The one silver lining for the Bears defense has been the ability to secure turnovers. Chicago's 14 takeaways are the fourth most in the NFL, but a goose egg against the Saints last Sunday was another reason why the Bears fell for a second consecutive week.
When Chicago doesn't record takeaways, the defense simply isn't talented enough to consistently stop good offenses such as those of the Lions and Bears.
Thursday night should provide an opportunity for Chicago to get back into the turnover column. The Giants have a league-leading 20 giveaways this season, including 13 interceptions and seven lost fumbles. New York hasn't gotten through a game in 2013 without three or more turnovers.
But even a sudden surge of takeaways against the Giants shouldn't mask the deficiencies that have plagued the Bears.
Chicago's eight sacks are the third fewest in the NFL and four have come from the defensive line. Season-ending injuries to Henry Melton and Nate Collins have contributed to the lack of pressure, but this is still a defensive line featuring Julius Peppers, Corey Wootton and Shea McClellin, a former first-round pick.
The results simply haven't matched the talent.
According to Pro Football Focus (subscription required), Peppers, Wootton and McClellin have combined for only 28 pressures over nearly 800 offensive snaps. In comparison, Detroit Lions defensive tackle Ndamukong Suh has 29 pressures over 296 offensive snaps this season.

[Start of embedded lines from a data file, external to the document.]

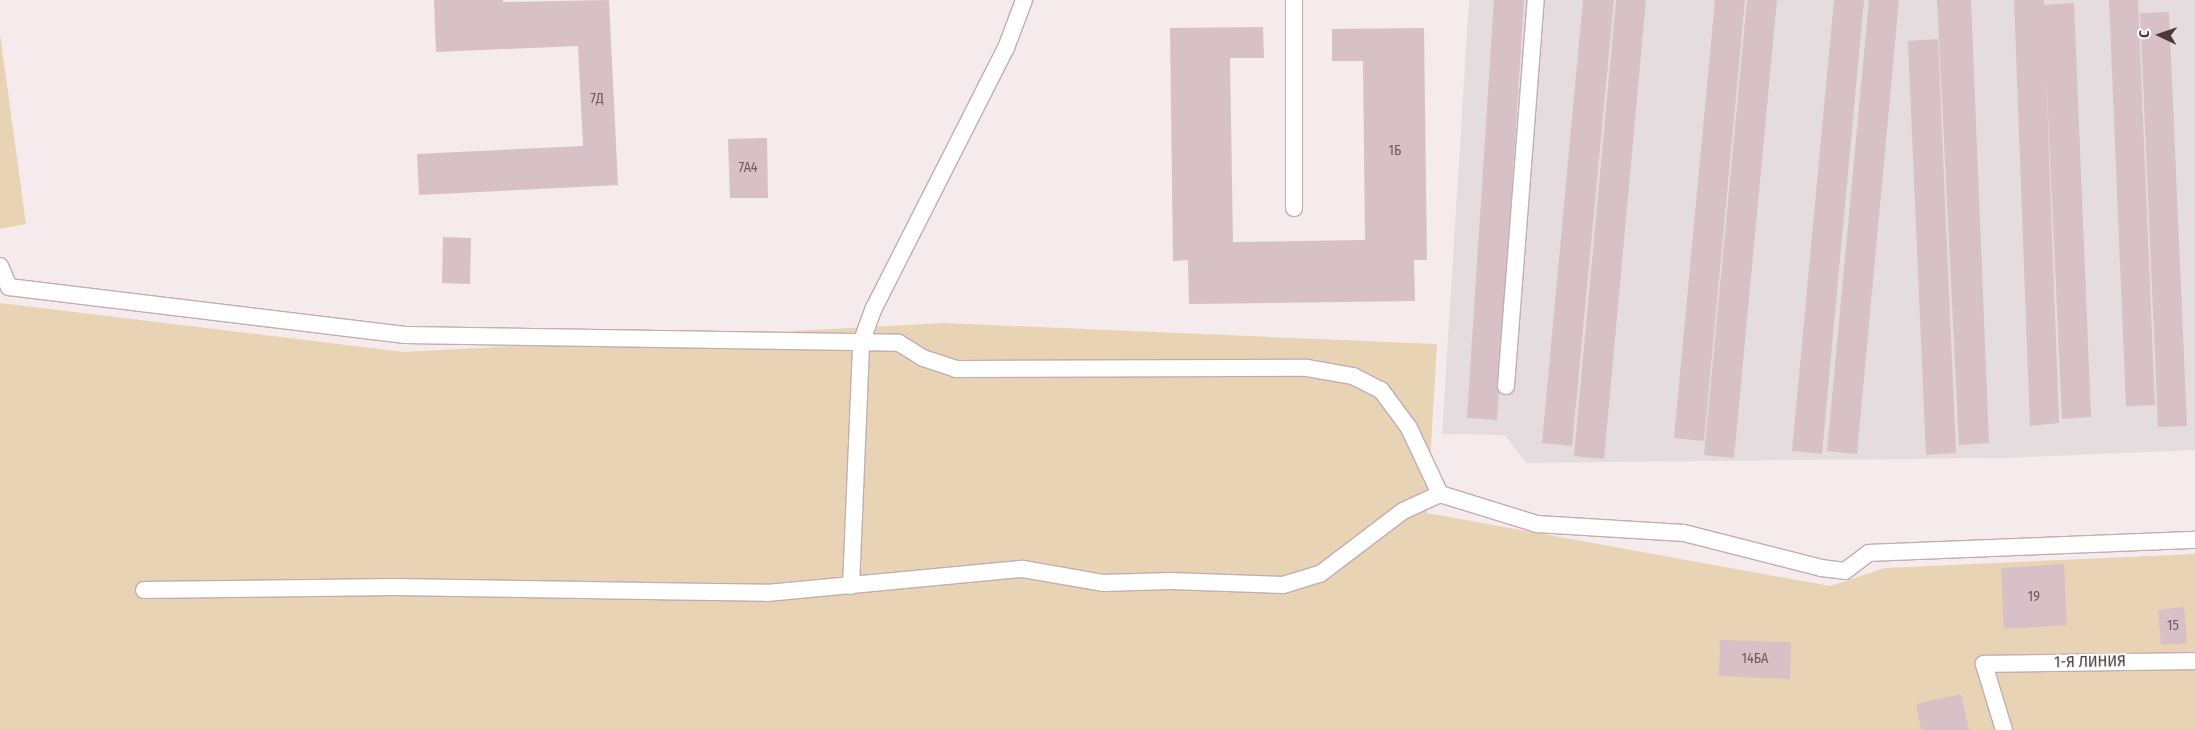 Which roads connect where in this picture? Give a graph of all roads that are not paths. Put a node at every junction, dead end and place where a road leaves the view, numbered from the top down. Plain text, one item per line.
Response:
1 (1024, 0) edge
2 (1294, 0) edge
3 (1536, 0) edge
4 (1294, 208) dead end
5 (0, 266) edge
6 (861, 343) junction
7 (1506, 386) dead end
8 (1440, 494) junction
9 (2195, 540) edge
10 (851, 586) junction
11 (144, 590) dead end
12 (2195, 661) edge
13 (2004, 730) edge

1 - 6 lane
2 - 4 lane
3 - 7 lane
5 - 6 lane
6 - 8 lane
6 - 10 lane
8 - 9 lane
8 - 10 lane
10 - 11 lane
12 - 13 lane, 1-Я ЛИНИЯ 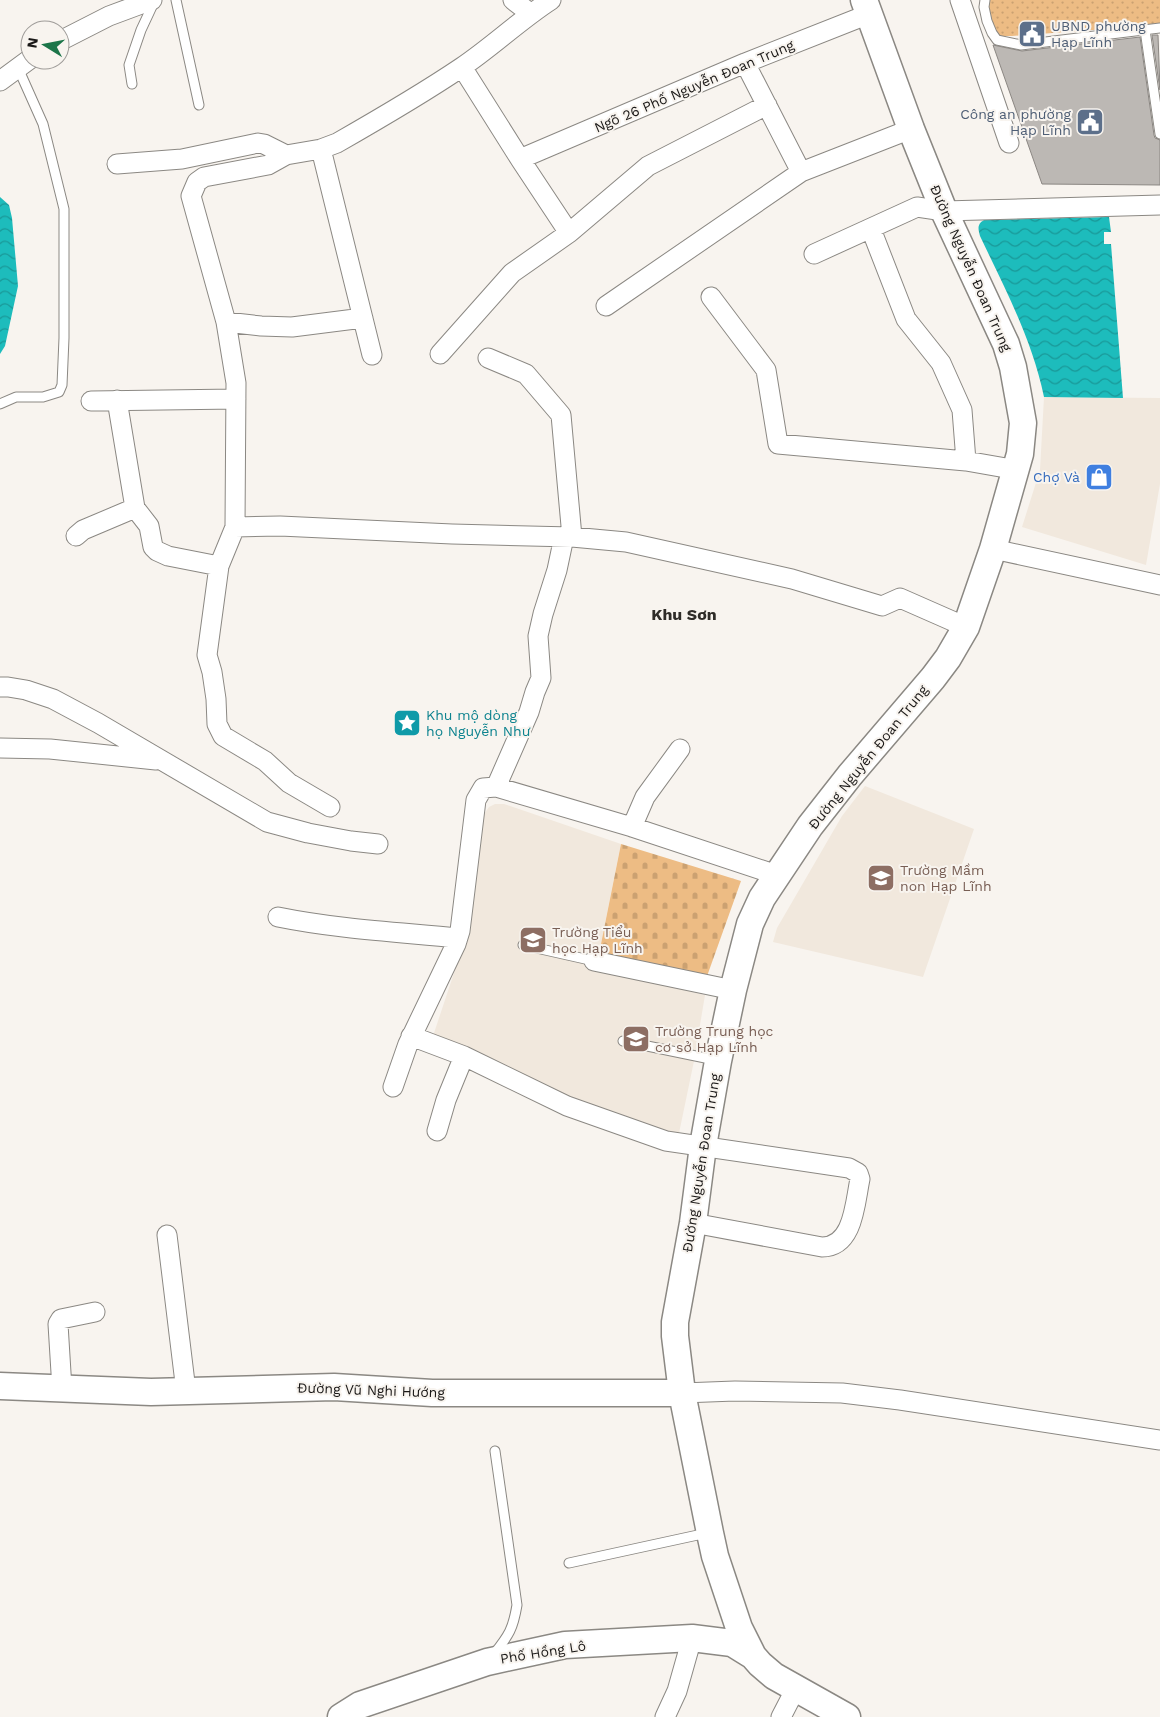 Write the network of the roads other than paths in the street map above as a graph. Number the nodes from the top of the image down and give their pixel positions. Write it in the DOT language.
graph roads {
  1 [pos="154,0"];
  2 [pos="176,0"];
  3 [pos="513,0"];
  4 [pos="551,0"];
  5 [pos="960,0"];
  6 [pos="985,0"];
  7 [pos="867,7"];
  8 [pos="530,13"];
  9 [pos="1160,28"];
  10 [pos="1145,30"];
  11 [pos="70,36"];
  12 [pos="744,63"];
  13 [pos="462,67"];
  14 [pos="13,72"];
  15 [pos="132,84"];
  16 [pos="199,105"];
  17 [pos="766,105"];
  18 [pos="911,129"];
  19 [pos="1160,134"];
  20 [pos="1009,143"];
  21 [pos="321,149"];
  22 [pos="286,155"];
  23 [pos="520,160"];
  24 [pos="117,164"];
  25 [pos="801,172"];
  26 [pos="1160,204"];
  27 [pos="944,211"];
  28 [pos="871,229"];
  29 [pos="569,233"];
  30 [pos="814,254"];
  31 [pos="711,297"];
  32 [pos="606,306"];
  33 [pos="363,318"];
  34 [pos="226,322"];
  35 [pos="372,354"];
  36 [pos="440,354"];
  37 [pos="488,358"];
  38 [pos="236,399"];
  39 [pos="117,400"];
  40 [pos="91,401"];
  41 [pos="0,404"];
  42 [pos="966,461"];
  43 [pos="1017,470"];
  44 [pos="135,508"];
  45 [pos="235,527"];
  46 [pos="76,536"];
  47 [pos="568,537"];
  48 [pos="993,549"];
  49 [pos="219,566"];
  50 [pos="1160,585"];
  51 [pos="966,627"];
  52 [pos="0,687"];
  53 [pos="0,748"];
  54 [pos="680,749"];
  55 [pos="160,760"];
  56 [pos="496,787"];
  57 [pos="330,807"];
  58 [pos="632,827"];
  59 [pos="378,844"];
  60 [pos="777,875"];
  61 [pos="278,916"];
  62 [pos="458,938"];
  63 [pos="523,945"];
  64 [pos="594,961"];
  65 [pos="733,990"];
  66 [pos="411,1036"];
  67 [pos="623,1041"];
  68 [pos="464,1056"];
  69 [pos="718,1061"];
  70 [pos="393,1087"];
  71 [pos="437,1131"];
  72 [pos="703,1146"];
  73 [pos="693,1223"];
  74 [pos="167,1235"];
  75 [pos="95,1312"];
  76 [pos="0,1386"];
  77 [pos="62,1389"];
  78 [pos="186,1391"];
  79 [pos="682,1393"];
  80 [pos="1160,1440"];
  81 [pos="495,1451"];
  82 [pos="710,1533"];
  83 [pos="569,1563"];
  84 [pos="692,1638"];
  85 [pos="753,1656"];
  86 [pos="487,1662"];
  87 [pos="796,1688"];
  88 [pos="340,1717"];
  89 [pos="665,1717"];
  90 [pos="781,1717"];
  91 [pos="847,1717"];
  1 -- 11 [label="street"];
  1 -- 15 [label="lane"];
  2 -- 16 [label="lane"];
  3 -- 8 [label="street"];
  4 -- 8 [label="street"];
  5 -- 20 [label="street"];
  6 -- 10 [label="lane"];
  7 -- 12 [label="street, Ngõ 26 Phố Nguyễn Đoan Trung"];
  7 -- 18 [label="street, Đường Nguyễn Đoan Trung"];
  8 -- 13 [label="street"];
  9 -- 10 [label="lane"];
  10 -- 19 [label="lane"];
  12 -- 17 [label="street"];
  12 -- 23 [label="street, Ngõ 26 Phố Nguyễn Đoan Trung"];
  13 -- 21 [label="street"];
  13 -- 23 [label="street"];
  14 -- 41 [label="lane"];
  17 -- 25 [label="street"];
  17 -- 29 [label="street"];
  18 -- 25 [label="street"];
  18 -- 27 [label="street, Đường Nguyễn Đoan Trung"];
  21 -- 22 [label="street"];
  21 -- 33 [label="street"];
  22 -- 24 [label="street"];
  22 -- 34 [label="street"];
  23 -- 29 [label="street"];
  25 -- 32 [label="street"];
  26 -- 27 [label="street"];
  27 -- 28 [label="street"];
  27 -- 43 [label="street, Đường Nguyễn Đoan Trung"];
  28 -- 30 [label="street"];
  28 -- 42 [label="street"];
  29 -- 36 [label="street"];
  31 -- 42 [label="street"];
  33 -- 34 [label="street"];
  33 -- 35 [label="street"];
  34 -- 38 [label="street"];
  37 -- 47 [label="street"];
  38 -- 39 [label="street"];
  38 -- 45 [label="street"];
  39 -- 40 [label="street"];
  39 -- 44 [label="street"];
  42 -- 43 [label="street"];
  43 -- 48 [label="street, Đường Nguyễn Đoan Trung"];
  44 -- 46 [label="street"];
  44 -- 49 [label="street"];
  45 -- 47 [label="street"];
  45 -- 49 [label="street"];
  47 -- 51 [label="street"];
  47 -- 56 [label="street"];
  48 -- 50 [label="street"];
  48 -- 51 [label="street, Đường Nguyễn Đoan Trung"];
  49 -- 57 [label="street"];
  51 -- 60 [label="street, Đường Nguyễn Đoan Trung"];
  52 -- 55 [label="street"];
  53 -- 55 [label="street"];
  54 -- 58 [label="street"];
  55 -- 59 [label="street"];
  56 -- 58 [label="street"];
  56 -- 62 [label="street"];
  58 -- 60 [label="street"];
  60 -- 65 [label="street, Đường Nguyễn Đoan Trung"];
  61 -- 62 [label="street"];
  62 -- 66 [label="street"];
  63 -- 64 [label="lane"];
  64 -- 65 [label="street"];
  65 -- 69 [label="street, Đường Nguyễn Đoan Trung"];
  66 -- 68 [label="street"];
  66 -- 70 [label="street"];
  67 -- 69 [label="lane"];
  68 -- 71 [label="street"];
  68 -- 72 [label="street"];
  69 -- 72 [label="street, Đường Nguyễn Đoan Trung"];
  72 -- 73 [label="street, Đường Nguyễn Đoan Trung"];
  72 -- 73 [label="street"];
  73 -- 79 [label="street, Đường Nguyễn Đoan Trung"];
  74 -- 78 [label="street"];
  75 -- 77 [label="street"];
  76 -- 77 [label="street, Đường Vũ Nghi Hướng"];
  77 -- 78 [label="street, Đường Vũ Nghi Hướng"];
  78 -- 79 [label="street, Đường Vũ Nghi Hướng"];
  79 -- 80 [label="street"];
  79 -- 82 [label="street, Đường Nguyễn Đoan Trung"];
  81 -- 86 [label="lane"];
  82 -- 83 [label="lane"];
  82 -- 85 [label="street, Đường Nguyễn Đoan Trung"];
  84 -- 85 [label="street, Phố Hồng Lô"];
  84 -- 86 [label="street, Phố Hồng Lô"];
  84 -- 89 [label="street"];
  85 -- 87 [label="street, Đường Nguyễn Đoan Trung"];
  86 -- 88 [label="street, Phố Hồng Lô"];
  87 -- 90 [label="street"];
  87 -- 91 [label="street, Đường Nguyễn Đoan Trung"];
}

Chicago needs more from its front four, and fast.
The Bears probably aren't good enough at either linebacker or safety to sit back in a Cover-2 shell without consistent pressure from the defensive line. Until that pressure starts coming, Chicago will continue to give up higher-than-normal points and yards while relying on the occasionally inconsistent nature of turnovers.
The gap in talent between most NFL teams is so minimal that the difference in many games is just one or two mistakes. In reality, most games in the NFL are lost due to mistakes or won because of the absence of mistakes.
The Bears know that all too well.
Against the Saints, Chicago gave up early sacks that set up two 3rd-and-17 situations, allowed a free blitzer with a six-man line, committed a neutral zone infraction on 4th-and-1 and dropped a fourth-down pass that killed a rally.
Individually, not one of those mistakes qualifies as the play that doomed the Bears. But add them all up, and they likely equaled the difference between a Chicago team still finding its way and a Saints club that is 5-0 and the toast of the NFC.
A similar script played out against the Lions, as Cutler held the football too long on an eventual strip-sack for a touchdown, airmailed a pass to an open receiver for an interception and threw off his back foot for another pick. The Bears defense was also horrific kin trying to tackle Reggie Bush, who sliced up the aging unit for nearly 175 yards.
Every team is going to make mistakes in games. That's a given regardless of who is playing, but in losing efforts, the Bears seem to let mistakes stockpile.
Eliminating those instances might just take time, as Trestman has only had his hands on this team for roughly eight months or so. Fixing the fundamentals and instilling a more-disciplined team across the board doesn't happen overnight.
There was rather clear evidence early in the season that the Bears were on the right track in terms of cleaning up the many mistakes that haunted the Lovie Smith era. The last two games have been a slight detour.
Even on a short week, playing a clean game against the Giants should be a priority for Trestman and the Bears.